InfoQ spoke to Eric Baldeschwieler, Yahoo!'s VP of Hadoop Development to understand more about the project origins and differences with Mesos. Baldeschwieler said there are many projects that provide cluster scheduling capabilities, including Mesos. However, Yahoo! felt that none of the existing options were designed to solve the map-reduce problem as they conceive of it. He noted that some of the options were new and immature, and those that were mature were missing key features. He commented that the Next Generation Map Reduce design reflected years of experience running the largest Hadoop installation in the world, and was a natural evolution as Yahoo! works incrementally to make map-reduce better.

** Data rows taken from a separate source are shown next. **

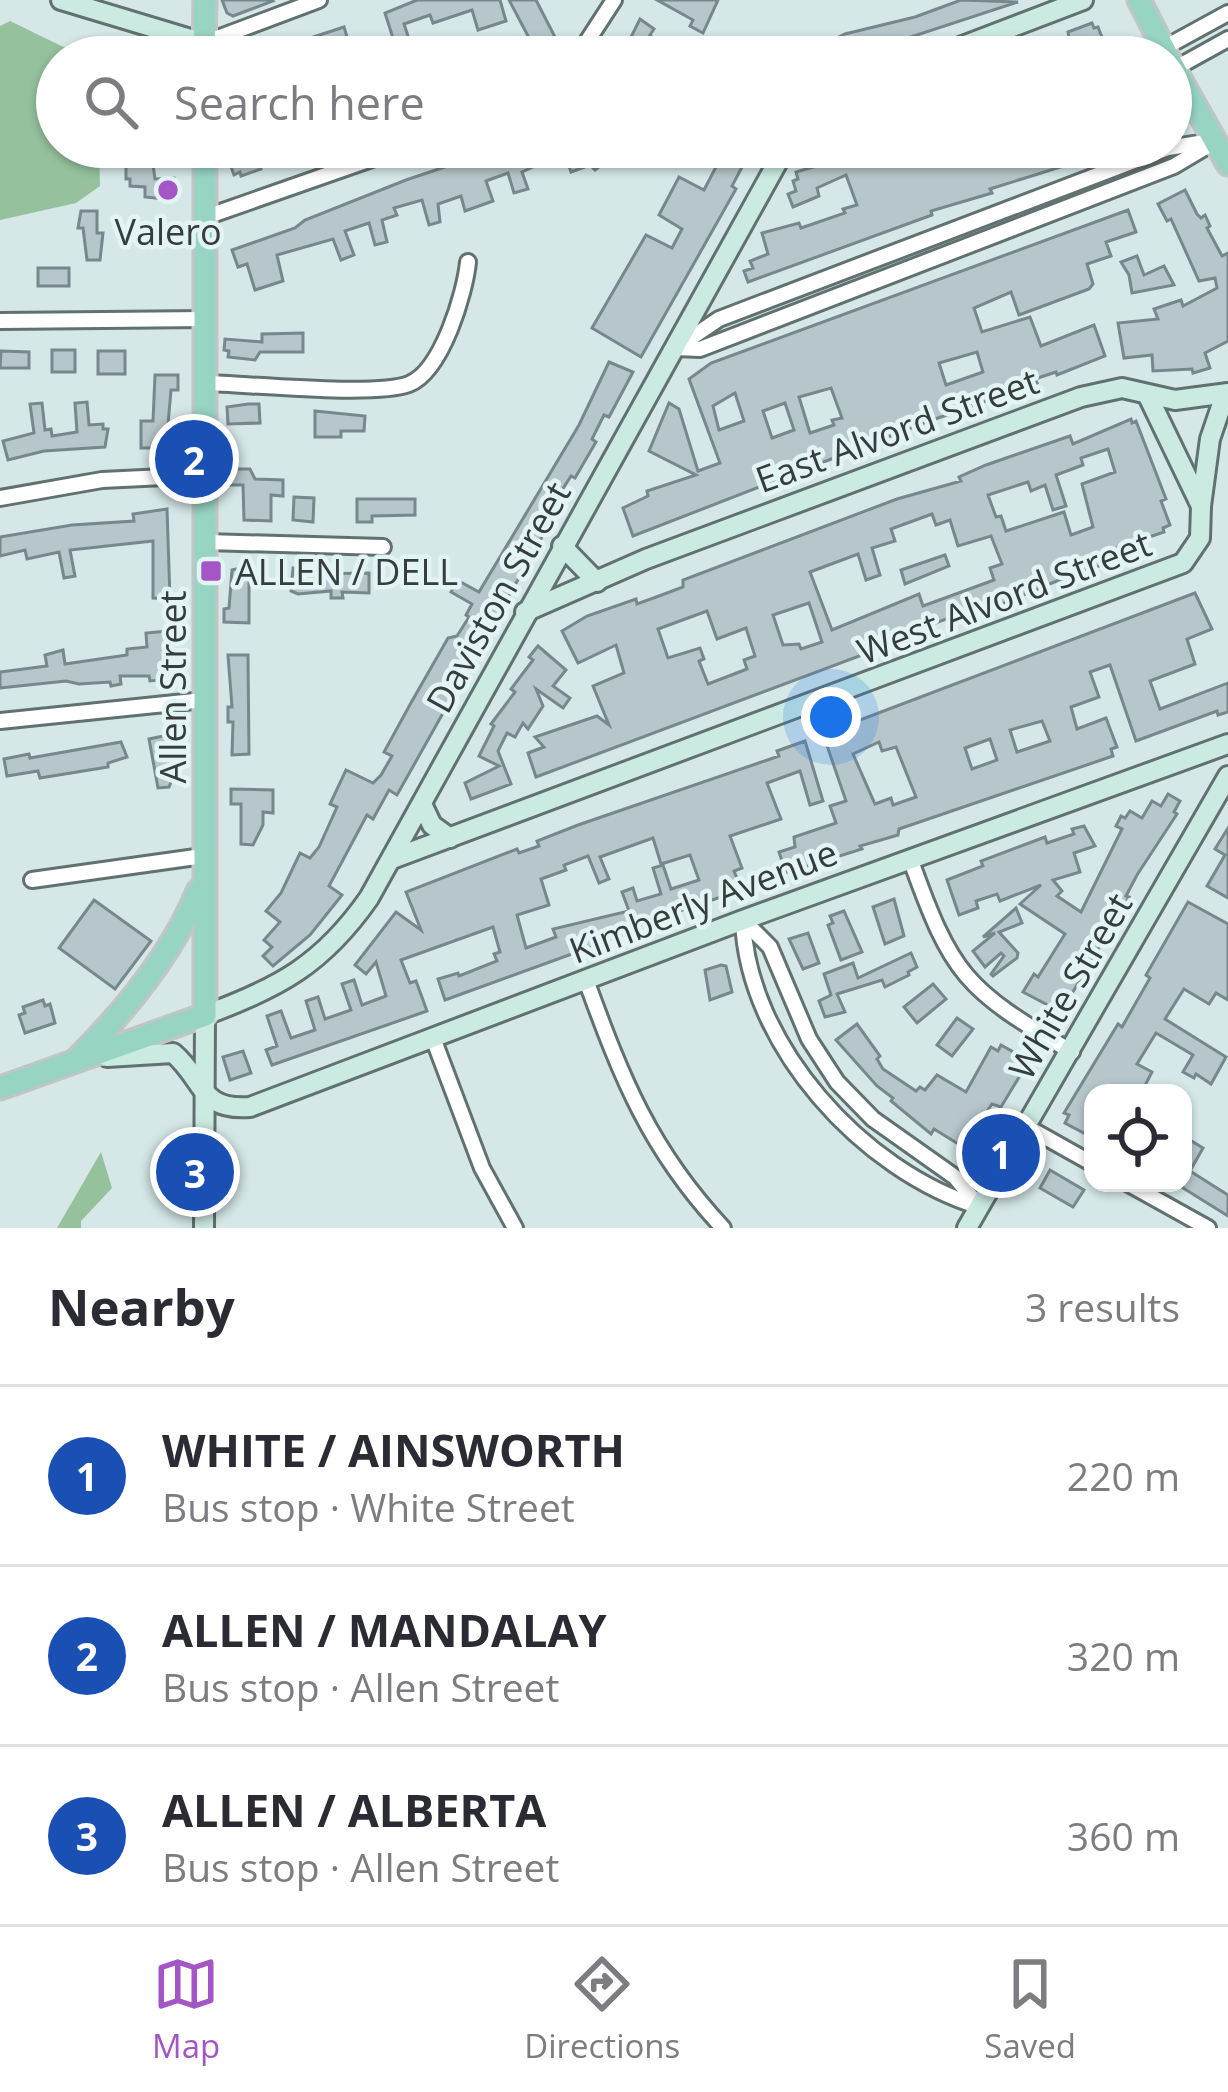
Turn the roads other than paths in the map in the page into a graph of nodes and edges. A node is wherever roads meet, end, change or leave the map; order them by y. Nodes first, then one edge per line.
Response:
1 (61, 0) edge
2 (205, 0) edge
3 (319, 0) edge
4 (614, 0) edge
5 (1083, 0) edge
6 (1139, 0) edge
7 (1228, 13) edge
8 (164, 36) edge
9 (204, 36) edge
10 (236, 36) edge
11 (591, 36) edge
12 (989, 36) edge
13 (1157, 36) edge
14 (1228, 39) edge
15 (1192, 41) edge
16 (1192, 51) edge
17 (1192, 99) edge
18 (1216, 141) junction
19 (1192, 144) edge
20 (1228, 164) edge
21 (205, 168) edge
22 (346, 168) edge
23 (775, 168) edge
24 (1115, 168) edge
25 (206, 217) junction
26 (469, 262) dead end
27 (206, 319) junction
28 (0, 321) edge
29 (676, 348) junction
30 (206, 383) junction
31 (1147, 394) junction
32 (1226, 394) edge
33 (206, 475) junction
34 (0, 498) edge
35 (1201, 506) junction
36 (206, 542) junction
37 (562, 546) junction
38 (383, 548) dead end
39 (597, 582) junction
40 (526, 612) junction
41 (205, 700) junction
42 (0, 722) edge
43 (1228, 744) edge
44 (1228, 776) edge
45 (422, 803) junction
46 (451, 838) junction
47 (203, 856) junction
48 (910, 858) junction
49 (392, 860) junction
50 (32, 880) dead end
51 (203, 880) junction
52 (743, 920) junction
53 (586, 980) junction
54 (205, 1015) junction
55 (433, 1038) junction
56 (811, 1044) junction
57 (1072, 1052) junction
58 (790, 1058) junction
59 (73, 1064) junction
60 (0, 1088) edge
61 (205, 1094) junction
62 (882, 1126) junction
63 (1027, 1127) junction
64 (865, 1141) junction
65 (1084, 1159) edge
66 (1143, 1192) edge
67 (980, 1207) junction
68 (203, 1228) edge
69 (514, 1228) edge
70 (723, 1228) edge
71 (967, 1228) edge
72 (1208, 1228) edge

1 - 8 main road
2 - 9 main road
3 - 10 street
4 - 11 street
5 - 12 main road
6 - 13 main road
7 - 15 street
14 - 16 street
17 - 18 main road
18 - 19 street
18 - 20 main road
21 - 25 main road, Allen Street
22 - 25 street
23 - 29 main road, Daviston Street
24 - 29 street
25 - 27 main road, Allen Street
26 - 30 street
27 - 28 street
27 - 30 main road, Allen Street
29 - 37 main road, Daviston Street
30 - 33 main road, Allen Street
31 - 32 main road, East Alvord Street
31 - 35 main road
31 - 39 main road, East Alvord Street
32 - 35 main road, West Alvord Street
33 - 34 street
33 - 36 main road, Allen Street
35 - 46 main road, West Alvord Street
36 - 38 street
36 - 41 main road, Allen Street
37 - 39 main road
37 - 40 main road, Daviston Street
39 - 40 main road, East Alvord Street
40 - 45 main road, Daviston Street
41 - 42 street
41 - 47 main road, Allen Street
43 - 48 main road, Kimberly Avenue
44 - 57 main road, White Street
45 - 46 main road
45 - 49 main road, Daviston Street
46 - 49 main road, West Alvord Street
47 - 50 street
47 - 51 main road, Allen Street
48 - 52 main road, Kimberly Avenue
48 - 57 street
49 - 54 main road, Daviston Street
51 - 54 main road, Allen Street
51 - 59 main road
52 - 53 main road, Kimberly Avenue
52 - 56 street
52 - 58 street
53 - 55 main road, Kimberly Avenue
53 - 70 street
54 - 59 main road
54 - 61 main road, Allen Street
55 - 61 main road, Kimberly Avenue
55 - 69 street
56 - 58 street
56 - 62 street
57 - 63 main road, White Street
58 - 64 street
59 - 60 main road
59 - 61 main road
61 - 68 main road, Allen Street
62 - 64 street
62 - 67 street
63 - 65 street
63 - 67 main road, White Street
64 - 67 street
66 - 72 street
67 - 71 main road, White Street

With respect to Mesos, Baldeschwieler said that it is good work, but that Yahoo! wanted an integrated component to Hadoop, and not a meta-layer. Also, he noted that the Next Generation MapReduce architecture has been in design for years and that the Yahoo! team has been collaborating with Mesos team members throughout their design process and is watching their work with interest. Baldeschwieler said he'd welcome contributions from the Mesos team to the Hadoop project, and would be glad to help them better integrate with Hadoop. He noted that in past Yahoo! has adopted externally developed Hadoop technologies that have proven their value by building a community, such as HBase and Hive.
It will be interesting to see the dynamic as the Hadoop ecosystem evolves to a world of resource schedulers supporting multiple programming paradigms, and addresses increased scalability, reliability, and efficiency.